Cordycepin prevents radiation ulcer. a Images of hind limb from irradiated rats (control, prevention, treatment) on day 0, 15, and 35. This test was repeated three times. Representative images were shown. Control: Rat right posterior limb (other parts covered with lead board) was exposed to 40 Gy radiation under anesthesia; Prevention: Cordycepin were injected before radiation; Treatment: Cordycepin were injected after radiation. b Histological analysis of the skins from normal rats and irradiated rats (control, prevention, treatment) 35 days after radiation. c Histological analysis of intestinal sections from normal mice and irradiated mice (control, prevention, treatment) 4 days after radiation. This test was repeated three times. Representative images were shown. Control: Mouse abdominal (other parts covered with lead board) was exposed to 12 Gy radiation under anesthesia. Prevention: Cordycepin were injected before radiation; Treatment: Cordycepin were injected after radiation. d Quantitation of surviving crypts (n = 3) and villus height (n = 6) from normal mice and irradiated mice (control, prevention, treatment) 4 days after radiation, the villus height was calculated using Image J software. e Survival curve of mice subjected to abdominal radiation (n = 23). f Representative pictures of tongues stained with toluidine blue from normal mice and irradiated mice (control, prevention, treatment) 10 days after radiation. Lack of protective epithelial barrier and therefore ulcer formation is indicated by deep, royal blue staining in epithelium defects. This test was repeated three times. Representative images were shown. Control: Mouse head and neck area (other parts covered with lead board) was exposed to 15 Gy radiation under anesthesia. Prevention: Cordycepin were injected before radiation; Treatment: Cordycepin were injected after radiation. g Histological analysis of the tongues from normal mice and irradiated mice (control, prevention, treatment) 10 days after radiation. Bars represent 500 μm (b), 500 μm(top) and 100 μm(bottom) (c), 300 μm (f), 100 μm (g). Data in d and e represent the means ± S.D. (**P < 0.01; student’s t-test)

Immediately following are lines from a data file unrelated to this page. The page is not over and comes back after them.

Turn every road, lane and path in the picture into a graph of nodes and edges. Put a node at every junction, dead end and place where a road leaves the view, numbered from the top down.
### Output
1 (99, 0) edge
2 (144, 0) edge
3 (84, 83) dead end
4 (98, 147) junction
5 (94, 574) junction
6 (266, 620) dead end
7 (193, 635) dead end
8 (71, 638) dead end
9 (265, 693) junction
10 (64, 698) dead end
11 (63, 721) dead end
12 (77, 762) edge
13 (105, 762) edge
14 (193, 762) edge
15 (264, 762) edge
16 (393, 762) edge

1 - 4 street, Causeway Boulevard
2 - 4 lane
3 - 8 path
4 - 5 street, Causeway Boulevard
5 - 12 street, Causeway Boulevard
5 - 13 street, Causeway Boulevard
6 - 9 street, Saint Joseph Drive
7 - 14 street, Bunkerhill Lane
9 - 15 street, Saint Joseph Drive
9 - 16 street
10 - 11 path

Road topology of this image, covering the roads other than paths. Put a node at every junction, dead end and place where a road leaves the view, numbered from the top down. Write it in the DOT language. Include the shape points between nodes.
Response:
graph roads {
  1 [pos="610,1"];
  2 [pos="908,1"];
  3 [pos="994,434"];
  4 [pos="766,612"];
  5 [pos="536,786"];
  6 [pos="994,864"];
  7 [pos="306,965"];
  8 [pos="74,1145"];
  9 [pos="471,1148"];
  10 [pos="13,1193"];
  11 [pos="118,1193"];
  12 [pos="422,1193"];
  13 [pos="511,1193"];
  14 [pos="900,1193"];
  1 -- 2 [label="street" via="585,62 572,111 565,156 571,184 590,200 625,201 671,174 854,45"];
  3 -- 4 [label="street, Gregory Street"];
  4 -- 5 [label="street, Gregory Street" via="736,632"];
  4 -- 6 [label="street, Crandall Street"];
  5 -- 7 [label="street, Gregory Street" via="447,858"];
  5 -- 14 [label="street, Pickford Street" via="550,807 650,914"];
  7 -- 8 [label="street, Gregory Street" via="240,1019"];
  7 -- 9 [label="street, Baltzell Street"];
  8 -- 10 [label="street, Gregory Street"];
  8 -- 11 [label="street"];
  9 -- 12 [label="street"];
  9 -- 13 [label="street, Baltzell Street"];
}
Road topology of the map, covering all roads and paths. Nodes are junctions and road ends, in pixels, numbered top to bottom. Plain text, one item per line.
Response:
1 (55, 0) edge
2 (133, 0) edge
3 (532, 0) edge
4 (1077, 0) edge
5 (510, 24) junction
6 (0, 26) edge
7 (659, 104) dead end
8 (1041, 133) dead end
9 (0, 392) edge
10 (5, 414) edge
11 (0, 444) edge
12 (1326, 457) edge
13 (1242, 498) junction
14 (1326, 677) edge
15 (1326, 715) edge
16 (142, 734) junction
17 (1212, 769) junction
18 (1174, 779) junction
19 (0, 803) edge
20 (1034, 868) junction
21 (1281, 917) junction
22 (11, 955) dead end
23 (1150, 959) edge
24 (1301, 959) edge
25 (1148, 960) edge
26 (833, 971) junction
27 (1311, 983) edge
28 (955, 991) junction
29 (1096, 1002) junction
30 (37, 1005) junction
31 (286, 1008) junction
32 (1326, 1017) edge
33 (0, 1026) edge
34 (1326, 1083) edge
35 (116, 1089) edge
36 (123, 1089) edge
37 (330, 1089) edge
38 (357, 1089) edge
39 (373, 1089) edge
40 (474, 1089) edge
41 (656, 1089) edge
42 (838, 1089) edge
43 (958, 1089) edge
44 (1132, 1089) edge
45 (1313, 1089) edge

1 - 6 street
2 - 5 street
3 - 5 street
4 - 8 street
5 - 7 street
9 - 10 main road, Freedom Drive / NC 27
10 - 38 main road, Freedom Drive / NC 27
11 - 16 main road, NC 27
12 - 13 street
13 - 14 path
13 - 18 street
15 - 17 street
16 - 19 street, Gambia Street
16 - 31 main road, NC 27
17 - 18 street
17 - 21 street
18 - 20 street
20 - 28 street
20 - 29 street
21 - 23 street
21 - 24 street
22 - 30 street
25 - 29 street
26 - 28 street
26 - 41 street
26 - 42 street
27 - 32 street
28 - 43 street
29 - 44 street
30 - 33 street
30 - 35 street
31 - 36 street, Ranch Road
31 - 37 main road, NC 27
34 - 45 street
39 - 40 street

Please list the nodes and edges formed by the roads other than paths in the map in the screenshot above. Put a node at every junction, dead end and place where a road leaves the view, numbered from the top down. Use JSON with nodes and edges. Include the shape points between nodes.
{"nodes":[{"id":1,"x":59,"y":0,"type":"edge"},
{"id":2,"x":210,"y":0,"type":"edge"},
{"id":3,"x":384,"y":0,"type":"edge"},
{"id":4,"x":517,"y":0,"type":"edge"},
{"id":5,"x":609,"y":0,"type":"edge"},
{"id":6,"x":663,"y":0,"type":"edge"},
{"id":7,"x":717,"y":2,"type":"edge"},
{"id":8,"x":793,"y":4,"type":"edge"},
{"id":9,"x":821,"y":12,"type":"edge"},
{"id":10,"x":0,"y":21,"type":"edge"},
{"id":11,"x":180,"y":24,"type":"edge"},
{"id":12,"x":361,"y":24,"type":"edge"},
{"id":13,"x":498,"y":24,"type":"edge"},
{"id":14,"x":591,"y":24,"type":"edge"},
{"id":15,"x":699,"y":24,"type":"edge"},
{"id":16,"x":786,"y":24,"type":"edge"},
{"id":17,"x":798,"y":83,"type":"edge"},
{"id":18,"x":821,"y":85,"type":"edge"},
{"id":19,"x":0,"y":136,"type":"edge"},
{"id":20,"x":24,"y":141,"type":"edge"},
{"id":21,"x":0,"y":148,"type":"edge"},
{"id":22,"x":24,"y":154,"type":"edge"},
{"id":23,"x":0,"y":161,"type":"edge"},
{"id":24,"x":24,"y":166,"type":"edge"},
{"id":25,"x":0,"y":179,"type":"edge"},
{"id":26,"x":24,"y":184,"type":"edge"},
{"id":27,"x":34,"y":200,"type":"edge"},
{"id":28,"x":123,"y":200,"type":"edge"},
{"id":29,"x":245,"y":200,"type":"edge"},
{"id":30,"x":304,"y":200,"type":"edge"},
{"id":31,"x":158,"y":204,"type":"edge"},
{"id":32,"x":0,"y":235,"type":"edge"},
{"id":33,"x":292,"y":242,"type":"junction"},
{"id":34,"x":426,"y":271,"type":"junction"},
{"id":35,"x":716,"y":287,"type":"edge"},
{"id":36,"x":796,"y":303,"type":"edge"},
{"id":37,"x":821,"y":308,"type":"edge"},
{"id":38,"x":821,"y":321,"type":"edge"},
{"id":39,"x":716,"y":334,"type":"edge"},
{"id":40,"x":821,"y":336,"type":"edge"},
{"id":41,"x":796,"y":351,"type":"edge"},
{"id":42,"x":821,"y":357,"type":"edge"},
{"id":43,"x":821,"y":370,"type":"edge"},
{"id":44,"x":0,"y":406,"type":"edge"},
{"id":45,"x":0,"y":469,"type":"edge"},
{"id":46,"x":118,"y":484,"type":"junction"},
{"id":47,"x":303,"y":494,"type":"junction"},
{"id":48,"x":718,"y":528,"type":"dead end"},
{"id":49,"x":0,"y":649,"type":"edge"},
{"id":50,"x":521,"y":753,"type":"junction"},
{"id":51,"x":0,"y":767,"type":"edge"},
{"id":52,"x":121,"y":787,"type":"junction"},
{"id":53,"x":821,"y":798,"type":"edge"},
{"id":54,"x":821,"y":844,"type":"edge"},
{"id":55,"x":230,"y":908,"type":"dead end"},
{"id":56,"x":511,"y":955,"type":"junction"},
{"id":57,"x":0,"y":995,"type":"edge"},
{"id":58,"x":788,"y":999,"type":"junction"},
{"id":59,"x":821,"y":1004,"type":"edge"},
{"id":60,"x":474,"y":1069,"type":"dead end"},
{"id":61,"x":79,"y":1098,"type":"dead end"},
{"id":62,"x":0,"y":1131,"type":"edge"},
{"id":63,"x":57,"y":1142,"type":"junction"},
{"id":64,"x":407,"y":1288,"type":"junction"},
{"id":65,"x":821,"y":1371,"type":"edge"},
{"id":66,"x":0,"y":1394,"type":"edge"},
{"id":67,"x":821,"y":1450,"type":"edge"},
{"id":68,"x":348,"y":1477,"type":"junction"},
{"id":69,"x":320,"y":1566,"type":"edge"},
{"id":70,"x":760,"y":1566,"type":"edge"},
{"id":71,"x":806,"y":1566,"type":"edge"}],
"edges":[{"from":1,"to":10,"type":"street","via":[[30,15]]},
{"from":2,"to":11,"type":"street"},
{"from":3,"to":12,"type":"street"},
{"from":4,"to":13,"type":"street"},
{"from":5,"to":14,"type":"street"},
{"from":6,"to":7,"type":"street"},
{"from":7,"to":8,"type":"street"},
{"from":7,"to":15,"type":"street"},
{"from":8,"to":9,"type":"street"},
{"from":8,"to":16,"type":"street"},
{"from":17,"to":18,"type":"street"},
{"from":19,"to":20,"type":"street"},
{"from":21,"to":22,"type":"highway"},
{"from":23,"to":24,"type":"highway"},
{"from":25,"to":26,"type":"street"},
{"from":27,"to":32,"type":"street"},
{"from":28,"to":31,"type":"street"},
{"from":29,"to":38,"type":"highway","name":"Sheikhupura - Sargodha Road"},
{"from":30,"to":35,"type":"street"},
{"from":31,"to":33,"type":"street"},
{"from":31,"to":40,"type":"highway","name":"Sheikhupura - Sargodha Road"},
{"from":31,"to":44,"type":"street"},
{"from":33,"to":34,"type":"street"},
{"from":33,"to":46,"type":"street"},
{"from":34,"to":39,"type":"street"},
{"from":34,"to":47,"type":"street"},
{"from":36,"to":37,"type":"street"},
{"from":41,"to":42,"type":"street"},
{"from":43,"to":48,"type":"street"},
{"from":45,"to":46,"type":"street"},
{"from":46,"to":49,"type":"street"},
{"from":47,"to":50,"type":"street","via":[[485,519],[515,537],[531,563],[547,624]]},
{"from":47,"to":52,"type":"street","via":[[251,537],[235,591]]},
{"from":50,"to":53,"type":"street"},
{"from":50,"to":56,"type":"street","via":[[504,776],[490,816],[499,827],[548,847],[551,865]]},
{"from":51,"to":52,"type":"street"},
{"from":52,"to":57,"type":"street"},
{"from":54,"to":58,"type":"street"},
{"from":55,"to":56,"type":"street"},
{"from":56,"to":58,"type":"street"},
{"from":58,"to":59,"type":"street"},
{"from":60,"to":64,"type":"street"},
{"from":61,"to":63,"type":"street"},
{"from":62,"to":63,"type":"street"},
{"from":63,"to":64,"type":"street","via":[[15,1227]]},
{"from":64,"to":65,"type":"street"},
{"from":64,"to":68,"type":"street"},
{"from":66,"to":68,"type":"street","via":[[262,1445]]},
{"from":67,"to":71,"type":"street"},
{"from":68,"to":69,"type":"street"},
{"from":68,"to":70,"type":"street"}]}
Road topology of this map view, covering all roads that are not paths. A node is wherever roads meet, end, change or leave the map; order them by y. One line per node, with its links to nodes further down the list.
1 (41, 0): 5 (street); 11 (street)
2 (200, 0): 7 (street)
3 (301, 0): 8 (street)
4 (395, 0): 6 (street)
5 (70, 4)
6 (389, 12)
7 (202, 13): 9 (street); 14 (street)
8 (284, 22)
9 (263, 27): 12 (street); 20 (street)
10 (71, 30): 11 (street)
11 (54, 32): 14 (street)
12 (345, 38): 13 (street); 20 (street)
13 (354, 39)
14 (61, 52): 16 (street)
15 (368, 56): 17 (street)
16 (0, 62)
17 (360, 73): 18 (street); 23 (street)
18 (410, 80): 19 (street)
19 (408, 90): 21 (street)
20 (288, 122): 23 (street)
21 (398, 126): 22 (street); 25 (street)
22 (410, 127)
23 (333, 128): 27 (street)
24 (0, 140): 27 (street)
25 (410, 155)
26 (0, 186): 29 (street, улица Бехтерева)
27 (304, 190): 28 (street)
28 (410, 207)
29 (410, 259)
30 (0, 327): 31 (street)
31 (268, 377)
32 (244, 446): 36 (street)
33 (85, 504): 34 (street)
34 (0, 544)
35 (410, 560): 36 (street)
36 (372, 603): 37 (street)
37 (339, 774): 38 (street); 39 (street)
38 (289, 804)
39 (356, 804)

Cordycepin prevents the loss of cell proliferation in vivo
Further study showed a remarkable reduction in the levels of γ-H2AX in irradiated skin, intestine and tongue (Fig. 4a–c), indicating that cordycepin may protect cells from DNA damage and oxidative stress in vivo. Aligned with our in vitro results, we observed substantial differences between control and cordycepin-treated mice/rats in irradiated skin, intestine and tongue by TUNEL assays (Supplementary Fig. 4a–c). On the other hand, we found cordycepin significantly decreased radiation-induced SA-β-gal+ cells, levels of the senescence marker p16, p21 protein, and the secretion of senescence-associated cytokines in irradiated skin (Fig. 4d and Supplementary Fig. 5a, b). Similarly, qRT-PCR showed that cordycepin significantly decreased radiation induced senescence marker p16, p21, and the SASP of intestine and tongue (Supplementary Fig. 5c–f). Moreover, cordycepin dramatically reduced radiation-induced SA-β-gal+ cells in both intestine and tongue models (Supplementary Fig. 6a, b). Plasma concentrations of IL-1β, IL-6, and TNF-α were significantly lower in cordycepin-treated rats/mice than controls due to high dose radiation in both skin and intestine, which often causes systemic effects (Supplementary Fig. 6c, d). By using the proliferation marker Ki-67 or BrdU, we found that cordycepin prevented the radiation-induced block in proliferation of the basal layer of epidermis, crypts and basal progenitor layer of the oral epithelia (Fig. 5a–c). As shown in Fig. 5d, we found that cordycepin prevented the radiation-induced disappearance of the proliferation and epithelial progenitor marker p63 in oral epithelia, indicating that cordycepin reduces the depletion of stem cells from radiation. These results highlight the possibility that cordycepin may increase the proliferative capacity by preventing the senescence of their repopulating stem cells in vivo.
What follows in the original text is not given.